On the face of it, it felt like a good thing that the band were mixing things up. A tour with the tragic death of Melvoin hanging over it, the mammoth trek to support Mellon Collie… took in arenas all over the world and stretched on for over a year. This one was planned to be different – playing small theatres and bespoke venues, sometimes for free, in big cities over the course of four months.

There was a musical deviation too. Where on record Adore was often stark and minimalist, Corgan instigated an artistic expansion when it came to the live shows. Rather than just replacing Chamberlin, new drummer Kenny Aronoff was flanked by two percussionists in Dan Morris and Stephen Hodges whilst Mike Garson, a long-time collaborator of David Bowie, joined on piano and keyboards.

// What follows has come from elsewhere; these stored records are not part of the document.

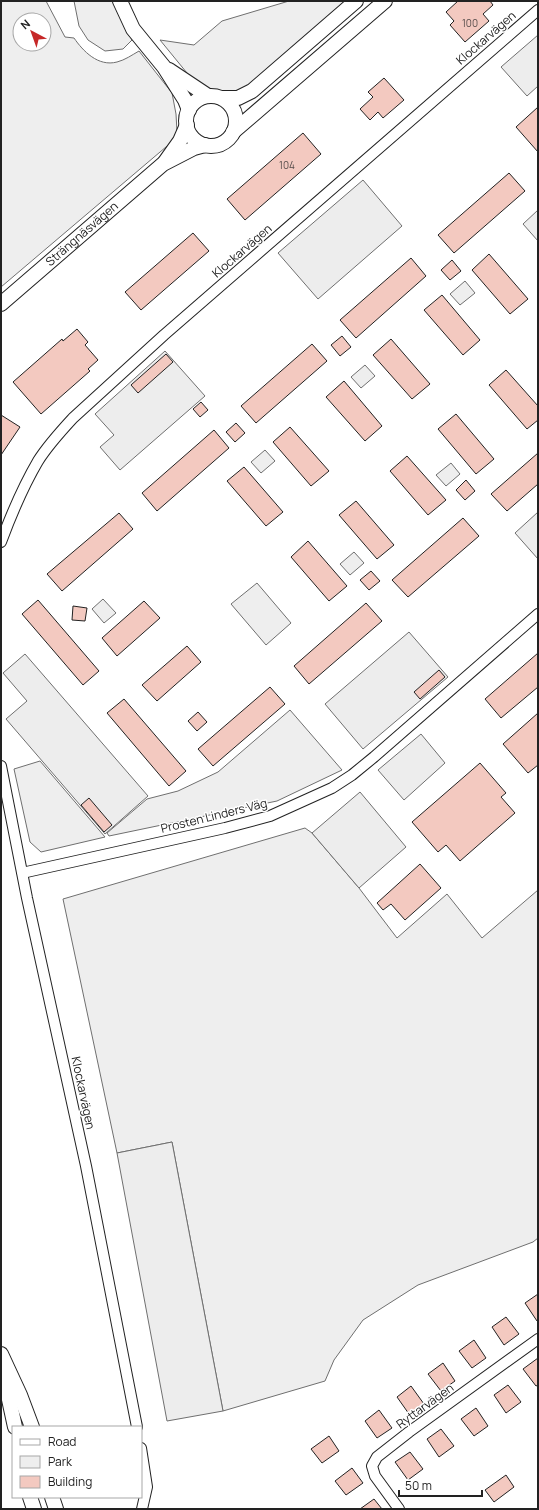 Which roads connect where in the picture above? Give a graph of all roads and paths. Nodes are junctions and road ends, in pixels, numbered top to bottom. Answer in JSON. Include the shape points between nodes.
{"nodes":[{"id":1,"x":120,"y":1,"type":"edge"},
{"id":2,"x":356,"y":1,"type":"edge"},
{"id":3,"x":385,"y":1,"type":"edge"},
{"id":4,"x":538,"y":10,"type":"edge"},
{"id":5,"x":164,"y":66,"type":"junction"},
{"id":6,"x":208,"y":96,"type":"junction"},
{"id":7,"x":222,"y":98,"type":"junction"},
{"id":8,"x":189,"y":110,"type":"junction"},
{"id":9,"x":187,"y":125,"type":"junction"},
{"id":10,"x":233,"y":132,"type":"junction"},
{"id":11,"x":205,"y":145,"type":"junction"},
{"id":12,"x":163,"y":164,"type":"junction"},
{"id":13,"x":1,"y":304,"type":"edge"},
{"id":14,"x":1,"y":542,"type":"edge"},
{"id":15,"x":538,"y":614,"type":"edge"},
{"id":16,"x":1,"y":766,"type":"edge"},
{"id":17,"x":22,"y":873,"type":"junction"},
{"id":18,"x":538,"y":1339,"type":"edge"},
{"id":19,"x":1,"y":1354,"type":"edge"},
{"id":20,"x":1,"y":1362,"type":"edge"},
{"id":21,"x":15,"y":1426,"type":"edge"},
{"id":22,"x":32,"y":1426,"type":"edge"},
{"id":23,"x":137,"y":1426,"type":"edge"},
{"id":24,"x":142,"y":1455,"type":"edge"},
{"id":25,"x":30,"y":1498,"type":"edge"},
{"id":26,"x":52,"y":1498,"type":"edge"},
{"id":27,"x":34,"y":1509,"type":"edge"},
{"id":28,"x":56,"y":1509,"type":"edge"},
{"id":29,"x":142,"y":1509,"type":"edge"},
{"id":30,"x":399,"y":1509,"type":"edge"}],
"edges":[{"from":1,"to":5,"type":"main road","via":[[134,29]]},
{"from":2,"to":7,"type":"main road","via":[[252,91],[238,98]]},
{"from":3,"to":10,"type":"main road"},
{"from":4,"to":14,"type":"street","name":"Klockarvägen","via":[[73,418],[38,461]]},
{"from":5,"to":6,"type":"main road"},
{"from":5,"to":8,"type":"main road"},
{"from":6,"to":7,"type":"main road"},
{"from":6,"to":8,"type":"main road","via":[[195,102]]},
{"from":7,"to":10,"type":"main road","via":[[230,104],[234,112],[236,122]]},
{"from":8,"to":9,"type":"main road"},
{"from":9,"to":11,"type":"main road","via":[[194,139]]},
{"from":9,"to":12,"type":"main road","name":"Strängnäsvägen","via":[[180,141]]},
{"from":10,"to":11,"type":"main road","via":[[220,144]]},
{"from":11,"to":12,"type":"main road","name":"Strängnäsvägen"},
{"from":12,"to":13,"type":"main road","name":"Strängnäsvägen"},
{"from":15,"to":17,"type":"street","name":"Prosten Linders Väg","via":[[374,757],[332,788],[270,816]]},
{"from":16,"to":17,"type":"street","name":"Klockarvägen"},
{"from":17,"to":23,"type":"street","name":"Klockarvägen","via":[[86,1166]]},
{"from":18,"to":30,"type":"street","name":"Ryttarvägen","via":[[378,1457],[372,1466],[375,1476]]},
{"from":19,"to":22,"type":"main road"},
{"from":20,"to":21,"type":"main road"},
{"from":24,"to":29,"type":"street","via":[[147,1488]]},
{"from":25,"to":27,"type":"main road"},
{"from":26,"to":28,"type":"main road"}]}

“Mike Garson is tremendous. We’re hoping to have enough room in the music to allow improvisation and re-interpretation of the songs on a nightly basis,” Corgan told radio presenter Jeff Woods. “They can freestyle things and me and James don’t always have to make the wall of sound, then the two percussionists providing a thicker rhythm track to play against, it’s gonna be really interesting. We’re flying by the seat of our pants.”

Curiously, Corgan also told Woods about the plans for US multi-instrumentalist Lisa Germano to feature in the line-up on violin but, by the time the tour began, she was nowhere to be seen. She gave an insight into her brief spell in the Pumpkins in an interview a decade or so later.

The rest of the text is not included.